A 13-post collection

52 Tools: DebugView

It's definitely nice to have some power tools available in Windows. I don't use the SysInternals tools that much to be honest, but I've found myself consistently downloading and pinning DebugView to my task bar.

It's a simple utility that captures debug output from running applications. In practice, it is a utility that lets us dig into the innards of a running application without changing any trace log settings, providing the developer is exposing data via console writes or debug text. It runs quickly and provides a live scrolling log of the output events.

52 Tools: RDCMan 2.7

This week's 52 Tools post is about RCDMan, a tool created in 2010 by Microsoft and recently updated in November 2014 (H/T Dan Usher).

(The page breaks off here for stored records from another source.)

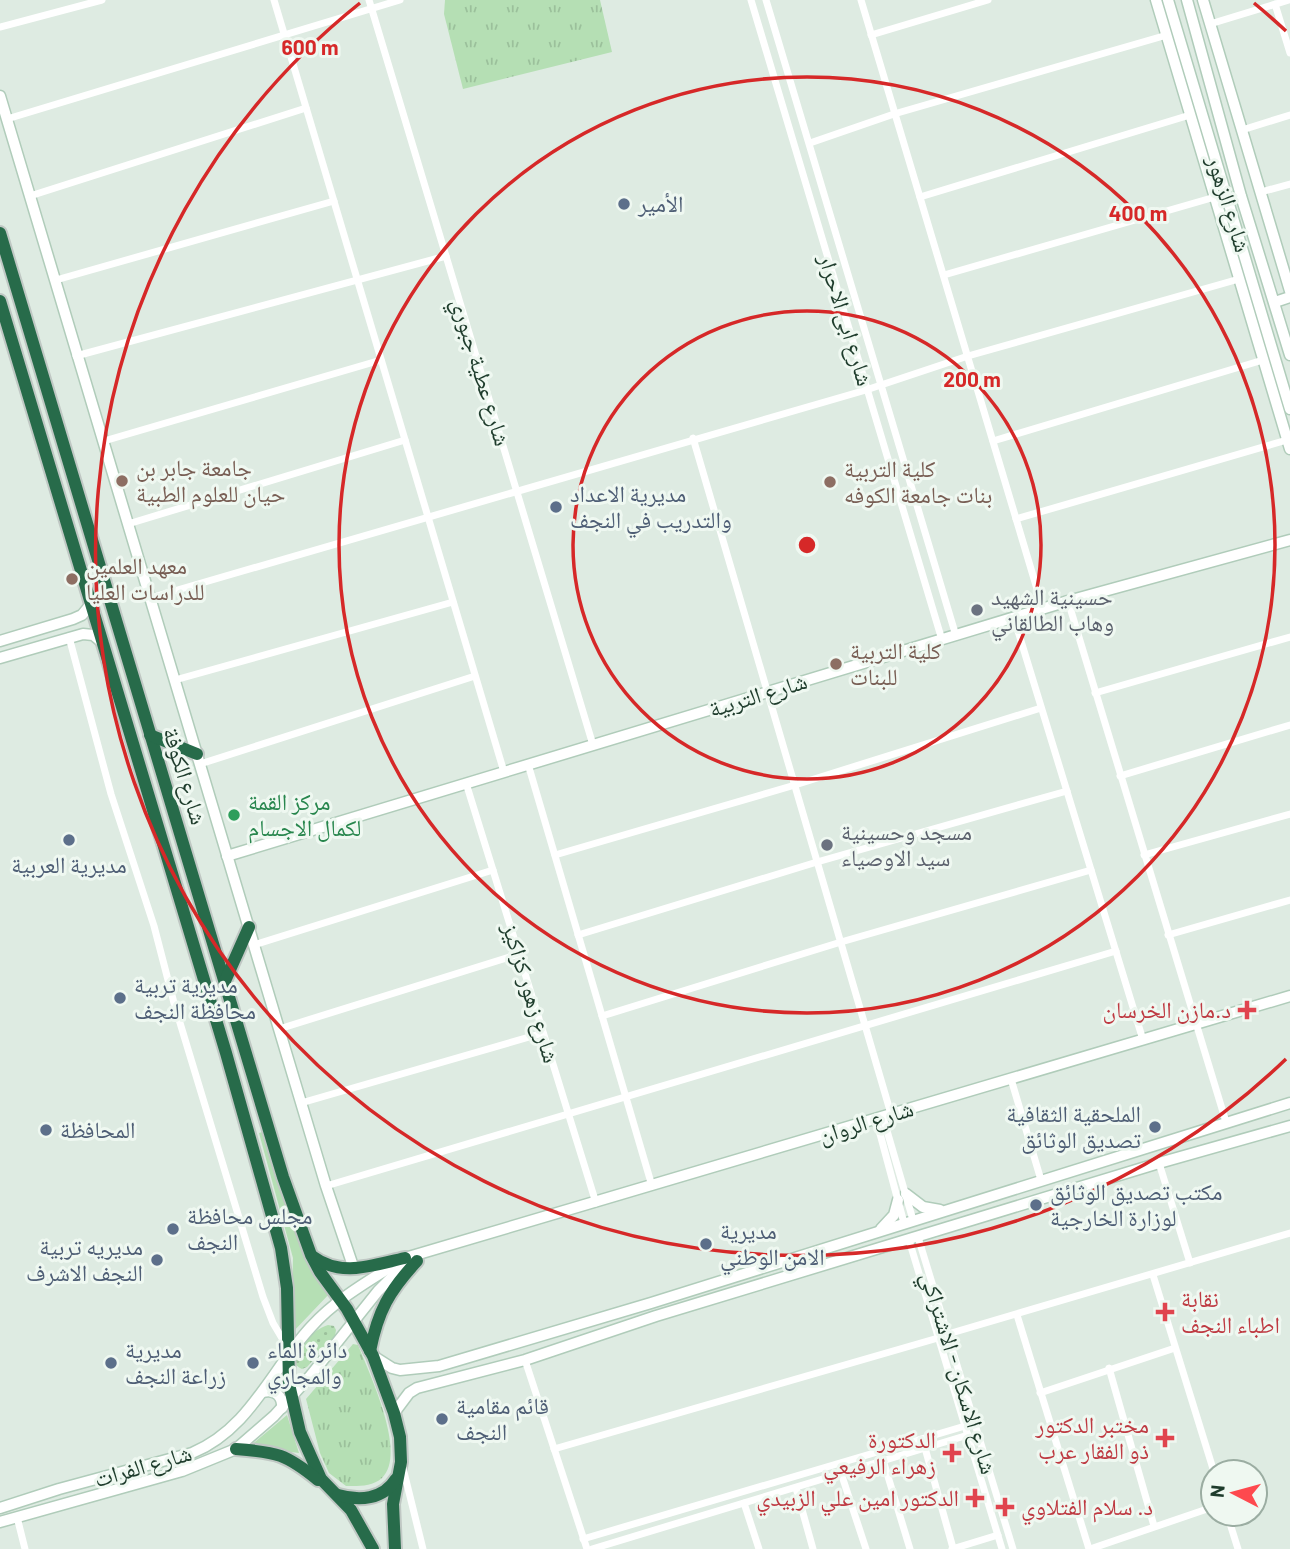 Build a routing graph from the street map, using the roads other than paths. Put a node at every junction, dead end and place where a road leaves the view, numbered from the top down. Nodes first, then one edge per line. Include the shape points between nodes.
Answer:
1 (102, 0) edge
2 (274, 0) edge
3 (369, 0) edge
4 (400, 0) edge
5 (751, 0) edge
6 (766, 0) edge
7 (861, 0) edge
8 (988, 0) edge
9 (1156, 0) edge
10 (1168, 0) edge
11 (1289, 0) edge
12 (1203, 1) edge
13 (1188, 3) edge
14 (1275, 4) junction
15 (372, 9) junction
16 (1210, 24) junction
17 (0, 27) edge
18 (871, 35) junction
19 (1167, 35) junction
20 (285, 36) junction
21 (1290, 53) edge
22 (0, 96) edge
23 (306, 108) junction
24 (894, 114) junction
25 (1190, 115) junction
26 (1290, 115) edge
27 (7, 119) junction
28 (1242, 130) junction
29 (810, 143) junction
30 (1229, 153) junction
31 (1215, 158) junction
32 (1238, 183) junction
33 (1290, 184) edge
34 (1224, 188) junction
35 (1261, 192) junction
36 (30, 196) junction
37 (920, 197) junction
38 (1215, 197) junction
39 (334, 201) junction
40 (0, 233) edge
41 (446, 256) junction
42 (943, 275) junction
43 (1239, 279) junction
44 (56, 281) junction
45 (358, 281) junction
46 (1290, 291) edge
47 (1290, 298) edge
48 (0, 302) edge
49 (1275, 302) junction
50 (1259, 306) junction
51 (1248, 309) junction
52 (1290, 355) edge
53 (76, 356) junction
54 (968, 356) junction
55 (381, 360) junction
56 (1263, 360) junction
57 (881, 385) junction
58 (866, 390) junction
59 (1290, 409) edge
60 (693, 439) junction
61 (405, 440) junction
62 (104, 441) junction
63 (993, 441) junction
64 (1289, 444) edge
65 (517, 493) junction
66 (428, 518) junction
67 (1016, 519) junction
68 (128, 524) junction
69 (1290, 540) edge
70 (108, 589) junction
71 (150, 598) junction
72 (1068, 601) junction
73 (91, 602) junction
74 (453, 602) junction
75 (1043, 609) junction
76 (1014, 618) junction
77 (65, 622) junction
78 (956, 636) junction
79 (69, 637) junction
80 (1290, 637) edge
81 (0, 640) edge
82 (942, 640) junction
83 (104, 644) junction
84 (0, 658) edge
85 (475, 676) junction
86 (175, 680) junction
87 (767, 692) junction
88 (1095, 693) junction
89 (1041, 708) junction
90 (1290, 725) edge
91 (150, 735) junction
92 (593, 745) junction
93 (198, 759) junction
94 (528, 764) junction
95 (504, 772) junction
96 (1120, 776) junction
97 (467, 783) junction
98 (795, 785) junction
99 (1067, 791) junction
100 (1290, 814) edge
101 (555, 855) junction
102 (1144, 855) junction
103 (227, 856) junction
104 (817, 862) junction
105 (493, 870) junction
106 (1091, 870) junction
107 (1290, 900) edge
108 (249, 927) junction
109 (578, 935) junction
110 (1168, 935) junction
111 (841, 942) junction
112 (254, 944) junction
113 (1116, 951) junction
114 (519, 954) junction
115 (225, 981) junction
116 (1290, 996) edge
117 (602, 1016) junction
118 (1195, 1024) junction
119 (865, 1026) junction
120 (279, 1029) junction
121 (544, 1033) junction
122 (1143, 1040) junction
123 (1011, 1079) junction
124 (626, 1098) junction
125 (301, 1103) junction
126 (1290, 1103) edge
127 (567, 1114) junction
128 (884, 1117) junction
129 (1226, 1122) junction
130 (1290, 1126) edge
131 (1159, 1163) junction
132 (1041, 1180) junction
133 (326, 1186) junction
134 (652, 1186) junction
135 (902, 1197) junction
136 (985, 1197) junction
137 (596, 1203) junction
138 (944, 1210) junction
139 (990, 1214) junction
140 (909, 1222) junction
141 (879, 1231) junction
142 (1290, 1233) edge
143 (914, 1238) junction
144 (311, 1255) junction
145 (411, 1259) junction
146 (1190, 1264) junction
147 (354, 1269) junction
148 (1153, 1275) junction
149 (340, 1299) junction
150 (651, 1303) junction
151 (1017, 1315) junction
152 (656, 1316) junction
153 (354, 1320) junction
154 (948, 1334) junction
155 (938, 1338) junction
156 (1175, 1348) junction
157 (287, 1350) junction
158 (371, 1354) junction
159 (525, 1360) junction
160 (1109, 1368) junction
161 (963, 1385) junction
162 (953, 1388) junction
163 (263, 1392) junction
164 (1040, 1392) junction
165 (292, 1397) junction
166 (282, 1408) junction
167 (394, 1413) junction
168 (965, 1426) junction
169 (968, 1435) junction
170 (925, 1448) junction
171 (236, 1449) junction
172 (554, 1449) junction
173 (1210, 1458) edge
174 (883, 1460) junction
175 (400, 1468) junction
176 (841, 1473) junction
177 (796, 1488) junction
178 (333, 1491) junction
179 (744, 1503) junction
180 (0, 1508) edge
181 (1199, 1512) edge
182 (17, 1517) junction
183 (0, 1522) edge
184 (1154, 1526) junction
185 (1231, 1528) edge
186 (998, 1535) junction
187 (583, 1539) junction
188 (25, 1549) edge
189 (373, 1549) edge
190 (395, 1549) edge
191 (424, 1549) edge
192 (589, 1549) edge
193 (758, 1549) edge
194 (813, 1549) edge
195 (866, 1549) edge
196 (910, 1549) edge
197 (952, 1549) edge
198 (1002, 1549) edge
199 (1013, 1549) edge
200 (1090, 1549) edge
201 (1238, 1549) edge

1 - 17 street
2 - 20 street
3 - 15 street, شارع عطية جبوري
4 - 15 street
5 - 58 street, شارع ابی الاحرار
6 - 29 street, شارع ابی الاحرار
7 - 18 street
8 - 18 street
9 - 19 main road
10 - 31 main road, شارع الزهور
11 - 14 street
12 - 13 main road
12 - 16 main road
13 - 30 main road, شارع الزهور
14 - 16 street
14 - 21 street
15 - 20 street
15 - 41 street, شارع عطية جبوري
16 - 28 main road
18 - 24 street
19 - 24 street
19 - 25 main road
20 - 23 street
20 - 27 street
22 - 27 main road
23 - 36 street
23 - 39 street
24 - 29 street
24 - 37 street
25 - 37 street
25 - 38 main road
26 - 28 street
27 - 36 main road
28 - 35 main road
29 - 57 street, شارع ابی الاحرار
30 - 31 main road via 1223,159
30 - 32 main road, شارع الزهور
31 - 34 main road, شارع الزهور
32 - 34 main road
32 - 49 main road, شارع الزهور
33 - 35 street
34 - 50 main road, شارع الزهور
35 - 46 main road
36 - 44 main road
37 - 42 street
38 - 42 street
38 - 43 main road
39 - 44 street
39 - 45 street
40 - 70 highway, شارع الكوفة
41 - 45 street
41 - 65 street, شارع عطية جبوري
42 - 54 street
43 - 51 main road
43 - 54 street
44 - 53 main road
45 - 53 street
45 - 55 street
47 - 49 main road
48 - 73 highway, شارع الكوفة
49 - 52 main road, شارع الزهور
50 - 51 main road
50 - 59 main road, شارع الزهور
51 - 56 main road
53 - 62 main road
54 - 57 street
54 - 63 street
55 - 61 street
55 - 62 street
56 - 63 street
56 - 64 main road
57 - 58 street
57 - 78 street, شارع ابی الاحرار
58 - 60 street
58 - 82 street, شارع ابی الاحرار
60 - 65 street
60 - 87 street
61 - 66 street
61 - 68 street
62 - 68 main road
63 - 67 street
64 - 67 street
65 - 66 street
65 - 92 street, شارع عطية جبوري
66 - 71 street
66 - 74 street
67 - 75 street
68 - 71 main road
69 - 72 main road, شارع التربية
70 - 73 highway via 107,598
70 - 91 highway, شارع الكوفة
71 - 86 main road
72 - 75 main road, شارع التربية
72 - 88 street
73 - 77 main road via 82,615
73 - 83 highway, شارع الكوفة
74 - 85 street
74 - 86 street
75 - 76 main road, شارع التربية
76 - 78 main road, شارع التربية
76 - 89 street
77 - 79 main road
77 - 81 main road
78 - 82 main road, شارع التربية
79 - 83 main road via 93,635
79 - 84 main road
79 - 157 street via 111,794 263,1297
80 - 88 street
82 - 87 main road, شارع التربية
83 - 157 highway, شارع الكوفة via 281,1248 287,1288
85 - 93 street
85 - 95 street
86 - 93 main road
87 - 92 main road, شارع التربية
87 - 98 street
88 - 96 street
89 - 98 street
89 - 99 street
90 - 96 street
91 - 93 highway
91 - 115 highway, شارع الكوفة
92 - 94 main road, شارع التربية
93 - 103 main road
94 - 95 main road, شارع التربية
94 - 101 street
95 - 97 main road, شارع التربية
96 - 102 street
97 - 103 main road, شارع التربية
97 - 105 street, شارع زهور كزاكيز
98 - 101 street
98 - 104 street
99 - 104 street
99 - 106 street
100 - 102 street
101 - 109 street
102 - 110 street
103 - 108 main road
104 - 109 street
104 - 111 street
105 - 112 street
105 - 114 street, شارع زهور كزاكيز
106 - 111 street
106 - 113 street
107 - 110 street
108 - 112 main road
108 - 115 highway
109 - 117 street
110 - 118 street
111 - 117 street
111 - 119 street
112 - 120 main road
113 - 119 street
113 - 122 street
114 - 120 street
114 - 121 street, شارع زهور كزاكيز
115 - 144 highway, شارع الكوفة
116 - 118 main road, شارع الروان
117 - 124 street
118 - 122 main road, شارع الروان
118 - 129 street
119 - 124 street
119 - 128 street
120 - 125 main road
121 - 125 street
121 - 127 street, شارع زهور كزاكيز
122 - 123 main road, شارع الروان
123 - 128 main road, شارع الروان
123 - 132 street
124 - 127 street
124 - 134 street
125 - 133 main road
126 - 129 main road
127 - 133 street
127 - 137 street, شارع زهور كزاكيز
128 - 134 main road, شارع الروان
128 - 135 street
129 - 132 main road
130 - 131 main road
131 - 139 main road
131 - 146 street
132 - 136 main road
133 - 147 main road
134 - 137 main road, شارع الروان
135 - 138 main road
135 - 140 street
135 - 141 main road via 890,1221
136 - 138 main road
136 - 139 main road
137 - 145 main road, شارع الروان
138 - 140 main road
139 - 143 main road
140 - 141 main road
141 - 150 main road
142 - 146 street
143 - 152 main road
143 - 154 street, شارع الاسكان - الاشتراكي
143 - 155 street, شارع الاسكان - الاشتراكي
144 - 147 highway via 334,1269
144 - 149 highway, شارع الكوفة
145 - 147 highway
145 - 149 main road, شارع الروان
145 - 153 main road, شارع الروان
145 - 158 highway via 381,1309
146 - 148 street
148 - 151 street
148 - 156 street
149 - 153 highway, شارع الكوفة
149 - 157 main road, شارع الروان
150 - 152 main road
150 - 158 main road via 425,1369 392,1368
151 - 154 street
151 - 164 street
152 - 159 main road
153 - 158 highway, شارع الكوفة
153 - 165 main road, شارع الروان
154 - 161 street, شارع الاسكان - الاشتراكي
155 - 162 street, شارع الاسكان - الاشتراكي
155 - 172 street
156 - 160 street
156 - 173 street
157 - 163 main road, شارع الفرات
157 - 165 highway, شارع الكوفة
158 - 167 highway, شارع الكوفة
159 - 167 main road via 417,1388
159 - 172 street
160 - 164 street
160 - 184 street
161 - 162 street
161 - 199 street, شارع الاسكان - الاشتراكي
162 - 168 street, شارع الاسكان - الاشتراكي
163 - 166 main road via 278,1394
163 - 180 main road, شارع الفرات via 241,1420 211,1446
164 - 200 street
165 - 166 main road, شارع الفرات
165 - 178 highway, شارع الكوفة via 306,1448
166 - 171 main road, شارع الفرات
167 - 175 highway, شارع الكوفة
168 - 169 street, شارع الاسكان - الاشتراكي
168 - 187 street
169 - 170 street
169 - 186 street, شارع الاسكان - الاشتراكي
170 - 174 street
170 - 197 street
171 - 178 highway via 275,1452
171 - 182 main road, شارع الفرات via 182,1471
172 - 187 street
174 - 176 street
174 - 196 street
175 - 178 highway via 384,1492 373,1497 349,1498
175 - 190 highway via 393,1504
175 - 191 street
176 - 177 street
176 - 195 street
177 - 179 street
177 - 194 street
178 - 189 highway via 356,1518
179 - 192 street
179 - 193 street
181 - 184 street
182 - 183 main road, شارع الفرات
182 - 188 street
184 - 200 street
185 - 201 street
186 - 197 street
186 - 198 street, شارع الاسكان - الاشتراكي
187 - 192 street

I use Remote Desktop a lot. In fact, I'm usually on 3-5 servers most days all day, comparing and checking configuration, updating installer packages and writing code. My main development environment is in a VM, although I use the updated Virtual Machine Connection application for that so I don't have to mess with network settings.

Update: It looks like 2.7 can do VM connections too, although I didn't have any luck getting it to actually work.

Anyway, I had been using version 2.2 (published in 2010) up until I posted this review, so I haven't had much time to tinker with the updated version. But based on the longevity of the 2010 version, I expect it to be great.

Remote Desktop Connection Manager 2.7

It lets you connect to many different remote desktop sessions, and inherit permissions from a server group. That's nice for connecting to multiple servers on the same domain -- if the password changes you just change it on the server group.

52 Tools: Pixels

This post is about monitor technolgy as it relates to developer and consultant productivity. It's part of a blog series called 52 Tools where I post weekly about a tool that makes my life easier.

At Hubstream, I straddle the line between being a coder and being a consultant. I typically have 10-20 windows open doing various things like email, my development environment, remote desktop sessions, debug views, OneNote, event viewers, our company's SharePoint site, StackOverflow, and the like.

Having enough screen real estate gives me quicker access to tools and remote sessions that help me be more responsive, and I think that makes be a better consultant.

A good window into my computing world can make a huge difference in my ability to manage different work streams. I can follow many different sets of problems at the same time.

For the other half of my work life, I'm not really sure my ability to open massive amounts of software on my computer helps me be a better developer. But on a single screen, being able to see more code certainly does.

I've been passionate about monitors since my first home brewed computer after I left the Army in 2003. It was a ViewSonic P220f.

Its native resolution was 1600x1200, and this was ideal. I also had another ViewSonic monitor at 1280x1024, and I kept this resolution as I transitioned into dual monitor LCDs around 2006.

For some reason (movies I suppose), mainstream computing trasitioned to widescreen monitors, so I ended up as a victim of this trend, working on Full HD (1920x1080) and smaller (1600x900, 1366x7680, 1280x720). The pixel density has been fine, but the screen ratio left something lacking.

Another trend has been to use TN panels, which are actually pretty bad. I was inspired to check out IPS panels by Jeff Atwood's rant and pride in his 3-IPS panel setup, and now I can't possibly use anything else. Especially with a large screen, I notice discoloration around the edges and dislike that it's not the same consistent color when I come in the room versus when I sit down at the computer.

The other day I purchased a Asus ProArt PA248Q, which puts me back in my sweet spot of resolutions. At 1200 vertical pixels (it has a resolution of 1920x1200), I gain room at the bottom for the taskbar and the output window in Visual Studio, and effectively can see another 10-15 lines of code on my screen.

More isn't always better. I also have a Dell XPS 15 that has a crazy 3200x1800 resolution so the text is immensely clear. However, Remote Desktop and Hyper-V Virtual Machine connections don't know how to scale appropriately to this size. So I end up running it at 2048x1152 (2560x1440 is strangely missing as someone else noticed).

I also have an older FHD IPS screen, which is pretty nice as well Asus VS239. I had previously been using a dual monitor arm (a generic brand from Micro Center), but the stand on the PA248Q is really nice so I am now using the arm for the widescreen monitor and letting the new one use the stand.

My latest setup

There's also a balance to be had between refresh rates and fill rates, but that doesn't control much of the discussion with regards to consultant or developer productivity (unless your work involves 3D modeling or something like that).

One final note, about lighting. I've added bias lighting (thanks again Jeff Atwood) and nighttime color temperature adjustment (using F.lux, hat tip to Scott Hanselman). Unscientifically, I think it makes me more alert and reduces eystrain. I use "bright white" bulbs (3000K) in three lamps in the office, and 18" Commercial Electric under cabinet lights behind the top of each monitor.

In the end, pixels matter and a developer's needs (like many other choices in hardware) are different that what's cheap and readily available. So I chose a high end monitor to get more vertical space, and a cheaper second monitor for overflow.